Your task is to restate every entry below word for word and omit the images.

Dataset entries
^^^^^^^^^^^^^^^^
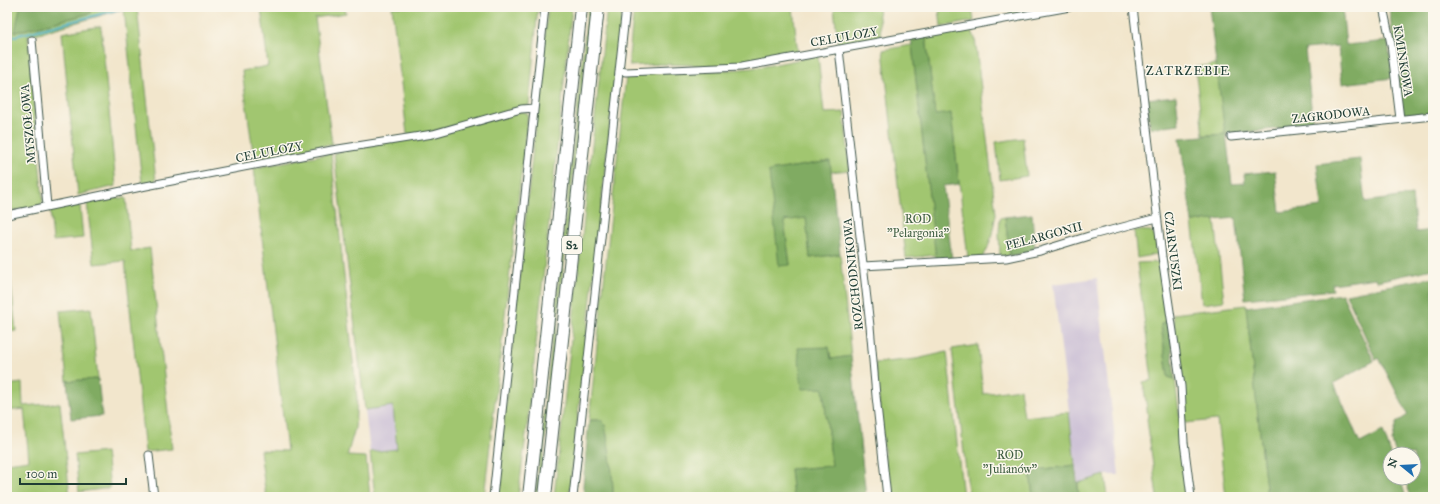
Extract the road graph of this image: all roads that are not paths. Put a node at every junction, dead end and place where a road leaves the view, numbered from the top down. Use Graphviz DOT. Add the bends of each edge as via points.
graph roads {
  1 [pos="545,7"];
  2 [pos="581,7"];
  3 [pos="598,7"];
  4 [pos="626,7"];
  5 [pos="1070,7"];
  6 [pos="1133,7"];
  7 [pos="1383,7"];
  8 [pos="32,40"];
  9 [pos="839,49"];
  10 [pos="620,71"];
  11 [pos="534,108"];
  12 [pos="1433,116"];
  13 [pos="1400,119"];
  14 [pos="1231,137"];
  15 [pos="47,206"];
  16 [pos="7,215"];
  17 [pos="1157,218"];
  18 [pos="863,266"];
  19 [pos="149,455"];
  20 [pos="154,497"];
  21 [pos="493,497"];
  22 [pos="529,497"];
  23 [pos="545,497"];
  24 [pos="573,497"];
  25 [pos="887,497"];
  26 [pos="1191,497"];
  1 -- 11 [label="street"];
  2 -- 22 [label="highway, S2"];
  3 -- 23 [label="highway, S2"];
  4 -- 10 [label="street"];
  5 -- 9 [label="street, CELULOZY"];
  6 -- 17 [label="street, CZARNUSZKI"];
  7 -- 13 [label="street, KMINKOWA" via="1391,44"];
  8 -- 15 [label="street, MYSZOŁOWA"];
  9 -- 10 [label="street, CELULOZY" via="741,67"];
  9 -- 18 [label="street, ROZCHODNIKOWA"];
  10 -- 24 [label="street"];
  11 -- 15 [label="street, CELULOZY" via="521,109 433,134 332,150"];
  11 -- 21 [label="street"];
  12 -- 13 [label="street, ZAGRODOWA"];
  13 -- 14 [label="street, ZAGRODOWA"];
  15 -- 16 [label="street, CELULOZY"];
  17 -- 18 [label="street, PELARGONII" via="1006,258"];
  17 -- 26 [label="street, CZARNUSZKI" via="1181,386 1184,442"];
  18 -- 25 [label="street, ROZCHODNIKOWA"];
  19 -- 20 [label="street"];
}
^^^^^^^^^^^^^^^^
Output of the task:
Extract the road graph of this image: all roads that are not paths. Put a node at every junction, dead end and place where a road leaves the view, numbered from the top down. Use Graphviz DOT. Add the bends of each edge as via points.
graph roads {
  1 [pos="545,7"];
  2 [pos="581,7"];
  3 [pos="598,7"];
  4 [pos="626,7"];
  5 [pos="1070,7"];
  6 [pos="1133,7"];
  7 [pos="1383,7"];
  8 [pos="32,40"];
  9 [pos="839,49"];
  10 [pos="620,71"];
  11 [pos="534,108"];
  12 [pos="1433,116"];
  13 [pos="1400,119"];
  14 [pos="1231,137"];
  15 [pos="47,206"];
  16 [pos="7,215"];
  17 [pos="1157,218"];
  18 [pos="863,266"];
  19 [pos="149,455"];
  20 [pos="154,497"];
  21 [pos="493,497"];
  22 [pos="529,497"];
  23 [pos="545,497"];
  24 [pos="573,497"];
  25 [pos="887,497"];
  26 [pos="1191,497"];
  1 -- 11 [label="street"];
  2 -- 22 [label="highway, S2"];
  3 -- 23 [label="highway, S2"];
  4 -- 10 [label="street"];
  5 -- 9 [label="street, CELULOZY"];
  6 -- 17 [label="street, CZARNUSZKI"];
  7 -- 13 [label="street, KMINKOWA" via="1391,44"];
  8 -- 15 [label="street, MYSZOŁOWA"];
  9 -- 10 [label="street, CELULOZY" via="741,67"];
  9 -- 18 [label="street, ROZCHODNIKOWA"];
  10 -- 24 [label="street"];
  11 -- 15 [label="street, CELULOZY" via="521,109 433,134 332,150"];
  11 -- 21 [label="street"];
  12 -- 13 [label="street, ZAGRODOWA"];
  13 -- 14 [label="street, ZAGRODOWA"];
  15 -- 16 [label="street, CELULOZY"];
  17 -- 18 [label="street, PELARGONII" via="1006,258"];
  17 -- 26 [label="street, CZARNUSZKI" via="1181,386 1184,442"];
  18 -- 25 [label="street, ROZCHODNIKOWA"];
  19 -- 20 [label="street"];
}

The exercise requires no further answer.